Some years back, my son moved to Brazil to marry a lovely Brazil college professor.  During his time there, my son became fluent in Portuguese, and this became my grandson’s first language.  When little Miguel was 2 years old, my son started exposing him to English in preparation for their planned move to the US a year later.  When Miguel arrived here at age 3, he had some conversational English, but Portuguese was still his go-to language.  One of the first things I taught him was to ask, “what does that mean?” when encountering unfamiliar vocabulary.  Now he is nearly 6 years old and his language skills are off the charts, mainly because parents and grandparents speak to him in an adult-like manner and read to him constantly (his favorite activity).  He has a deep love for words and is always happy to learn new ones.  Here’s an example of a recent conversation as we walked home from the bus stop;  mind you, he does know what some of the words mean but enjoys playing this as a game.

  • Me: Miguel, I have a proposal for you.
  • Miguel:  What’s proposal mean?
  • Me: It means a suggestion.
  • Miguel: What’s a suggestion?
  • Me:  It’s an idea I want you to consider.
  • Miguel:  What’s consider mean?
  • Me:  It means to think about something to see if it is a good idea or not.
  • Miguel:  Oh, so you have an idea you want me to think about, like “I propose that we go to the Crayola Factory!”

Bingo!  By encouraging Miguel to ask for definitions, by using vocabulary and reading books that are above his age level, and by making word-play (puns, riddles, knock-knock jokes) fun games that we play, he has become a very competent speaker of English and has learned a very useful strategy for life-long learning:  if you don’t understand something, ASK!

product_wad_Storyteller_s-Word-a-Day-three-assembled-illustration-and-facts_900xI recently purchased a stand-up book for Miguel from MrsWordsmith.com called “Storyteller’s Word a Day.”  The book is kept on an end table in the living room and is the first thing Miguel goes to when he comes over.  A recent word was “incessant.”  After we reviewed the meaning, he told me that they had a fire drill that week and the alarm was incessant.  Then he flipped back a few pages to another word and said, “It was this, too — grating!  The noise was incessant and grating!”   Pretty good carryover for a kindergartener, don’t you think?
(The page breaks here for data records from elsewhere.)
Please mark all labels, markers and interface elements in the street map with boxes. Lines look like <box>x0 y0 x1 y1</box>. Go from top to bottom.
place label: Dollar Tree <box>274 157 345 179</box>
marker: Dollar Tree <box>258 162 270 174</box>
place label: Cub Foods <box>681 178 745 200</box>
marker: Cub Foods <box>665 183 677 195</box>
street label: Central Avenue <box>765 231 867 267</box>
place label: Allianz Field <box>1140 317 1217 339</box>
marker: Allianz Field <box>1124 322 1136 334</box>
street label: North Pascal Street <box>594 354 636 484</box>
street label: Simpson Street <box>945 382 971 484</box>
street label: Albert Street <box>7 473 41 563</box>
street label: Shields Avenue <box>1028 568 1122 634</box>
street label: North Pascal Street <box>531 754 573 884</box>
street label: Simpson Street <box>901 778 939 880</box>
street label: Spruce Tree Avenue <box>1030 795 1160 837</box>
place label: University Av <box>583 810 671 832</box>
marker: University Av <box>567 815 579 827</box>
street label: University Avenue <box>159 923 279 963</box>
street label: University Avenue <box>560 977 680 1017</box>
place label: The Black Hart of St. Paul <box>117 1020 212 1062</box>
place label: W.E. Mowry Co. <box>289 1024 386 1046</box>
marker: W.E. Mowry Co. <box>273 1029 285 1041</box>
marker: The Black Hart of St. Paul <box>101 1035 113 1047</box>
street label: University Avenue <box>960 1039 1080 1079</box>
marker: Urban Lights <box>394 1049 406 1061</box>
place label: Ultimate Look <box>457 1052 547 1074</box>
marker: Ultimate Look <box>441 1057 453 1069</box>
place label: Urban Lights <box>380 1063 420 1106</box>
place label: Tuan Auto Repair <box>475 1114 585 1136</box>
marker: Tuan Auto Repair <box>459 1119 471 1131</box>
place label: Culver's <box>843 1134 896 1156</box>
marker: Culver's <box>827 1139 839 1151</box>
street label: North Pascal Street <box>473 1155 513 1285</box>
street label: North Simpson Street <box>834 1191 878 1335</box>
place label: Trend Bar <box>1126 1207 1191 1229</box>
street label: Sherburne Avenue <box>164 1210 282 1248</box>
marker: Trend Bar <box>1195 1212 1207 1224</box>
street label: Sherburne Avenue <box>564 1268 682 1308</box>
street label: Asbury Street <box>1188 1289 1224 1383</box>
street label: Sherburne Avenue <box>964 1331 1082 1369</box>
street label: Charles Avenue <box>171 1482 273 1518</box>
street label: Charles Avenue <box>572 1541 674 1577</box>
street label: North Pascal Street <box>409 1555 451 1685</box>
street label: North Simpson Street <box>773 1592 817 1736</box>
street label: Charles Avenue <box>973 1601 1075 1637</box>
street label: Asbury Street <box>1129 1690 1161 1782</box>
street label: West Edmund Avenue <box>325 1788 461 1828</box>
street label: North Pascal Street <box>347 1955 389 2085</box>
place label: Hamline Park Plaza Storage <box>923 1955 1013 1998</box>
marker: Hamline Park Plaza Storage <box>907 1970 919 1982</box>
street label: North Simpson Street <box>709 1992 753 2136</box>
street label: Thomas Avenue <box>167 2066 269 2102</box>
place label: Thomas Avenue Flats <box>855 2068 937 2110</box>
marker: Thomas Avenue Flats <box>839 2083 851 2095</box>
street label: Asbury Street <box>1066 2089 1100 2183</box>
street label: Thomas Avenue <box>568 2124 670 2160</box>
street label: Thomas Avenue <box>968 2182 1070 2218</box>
This book would be ideal for SLPs to use in school, as there are words for every day from September to May.  Each page has a cartoon drawing depicting the meaning, the word, the definition and part of speech, and an easy to understand example.  (That’s as far as I go with Miguel right now).  For those who are really into words, the back of the page provides etymology, word pairs, synonyms, frequency of use, and a story starter.  Wow!  Just think of how many IEP goals you can hit with this!  “Storyteller’s Word a Day” is designed for ages 6-13, making it ideal for your middle-grade language students. Also available through this website are a similar book for 3-6-year-olds and an illustrated dictionary.  All use colorful, humorous cartoons to bring the words to life.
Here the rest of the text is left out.